# [Task to complete]
Go through the material below line by line and count those containing "nodes". Write the count and nothing more.

# [Excerpted records]
━━━━━━━━━━
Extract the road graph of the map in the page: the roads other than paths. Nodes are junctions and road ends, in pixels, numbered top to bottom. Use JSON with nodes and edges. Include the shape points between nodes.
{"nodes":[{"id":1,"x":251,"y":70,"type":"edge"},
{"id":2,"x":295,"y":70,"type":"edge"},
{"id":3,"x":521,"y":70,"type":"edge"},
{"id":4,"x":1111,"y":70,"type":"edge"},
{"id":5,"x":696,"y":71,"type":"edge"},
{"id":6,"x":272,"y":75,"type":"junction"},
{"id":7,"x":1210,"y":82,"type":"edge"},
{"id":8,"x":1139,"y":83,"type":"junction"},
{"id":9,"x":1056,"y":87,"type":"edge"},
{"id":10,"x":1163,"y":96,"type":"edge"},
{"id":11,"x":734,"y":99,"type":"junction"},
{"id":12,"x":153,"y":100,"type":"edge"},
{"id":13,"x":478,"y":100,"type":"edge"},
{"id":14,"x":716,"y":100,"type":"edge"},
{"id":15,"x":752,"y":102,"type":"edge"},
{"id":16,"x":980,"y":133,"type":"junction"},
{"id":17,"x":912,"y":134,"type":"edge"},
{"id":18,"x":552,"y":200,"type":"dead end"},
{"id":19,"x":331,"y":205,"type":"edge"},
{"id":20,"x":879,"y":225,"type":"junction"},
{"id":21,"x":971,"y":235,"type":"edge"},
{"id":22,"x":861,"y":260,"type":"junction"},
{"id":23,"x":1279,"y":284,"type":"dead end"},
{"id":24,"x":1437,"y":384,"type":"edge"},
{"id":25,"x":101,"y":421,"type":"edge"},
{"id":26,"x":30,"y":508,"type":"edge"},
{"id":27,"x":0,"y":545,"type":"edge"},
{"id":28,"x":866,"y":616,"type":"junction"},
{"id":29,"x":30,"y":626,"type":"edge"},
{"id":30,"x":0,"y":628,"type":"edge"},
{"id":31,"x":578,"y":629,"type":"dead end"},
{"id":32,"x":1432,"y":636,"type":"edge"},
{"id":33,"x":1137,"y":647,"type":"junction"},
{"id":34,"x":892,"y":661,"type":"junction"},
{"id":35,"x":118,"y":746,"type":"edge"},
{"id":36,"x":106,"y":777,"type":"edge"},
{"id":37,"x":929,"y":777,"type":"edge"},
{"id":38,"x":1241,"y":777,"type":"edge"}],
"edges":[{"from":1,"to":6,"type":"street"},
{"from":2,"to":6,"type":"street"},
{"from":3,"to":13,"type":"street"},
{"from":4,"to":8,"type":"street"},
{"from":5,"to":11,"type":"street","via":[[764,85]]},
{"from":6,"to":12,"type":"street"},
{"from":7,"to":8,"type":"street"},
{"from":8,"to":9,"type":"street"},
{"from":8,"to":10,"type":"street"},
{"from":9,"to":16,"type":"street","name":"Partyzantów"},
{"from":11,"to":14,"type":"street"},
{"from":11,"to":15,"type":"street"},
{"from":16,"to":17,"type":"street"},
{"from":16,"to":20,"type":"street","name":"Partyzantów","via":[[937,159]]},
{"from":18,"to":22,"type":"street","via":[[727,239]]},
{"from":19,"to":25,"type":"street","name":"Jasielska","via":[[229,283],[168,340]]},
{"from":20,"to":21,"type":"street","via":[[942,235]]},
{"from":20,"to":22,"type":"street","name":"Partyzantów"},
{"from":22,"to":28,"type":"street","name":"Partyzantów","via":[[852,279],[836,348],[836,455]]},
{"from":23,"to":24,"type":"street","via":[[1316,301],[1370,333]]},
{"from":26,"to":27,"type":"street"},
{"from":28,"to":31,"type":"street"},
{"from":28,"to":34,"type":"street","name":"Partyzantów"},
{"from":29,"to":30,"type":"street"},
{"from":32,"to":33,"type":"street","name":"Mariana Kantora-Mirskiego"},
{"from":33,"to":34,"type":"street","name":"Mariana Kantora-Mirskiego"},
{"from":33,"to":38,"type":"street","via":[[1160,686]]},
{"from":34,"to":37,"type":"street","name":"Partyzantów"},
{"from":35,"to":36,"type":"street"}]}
━━━━━━━━━━
# [Result]
2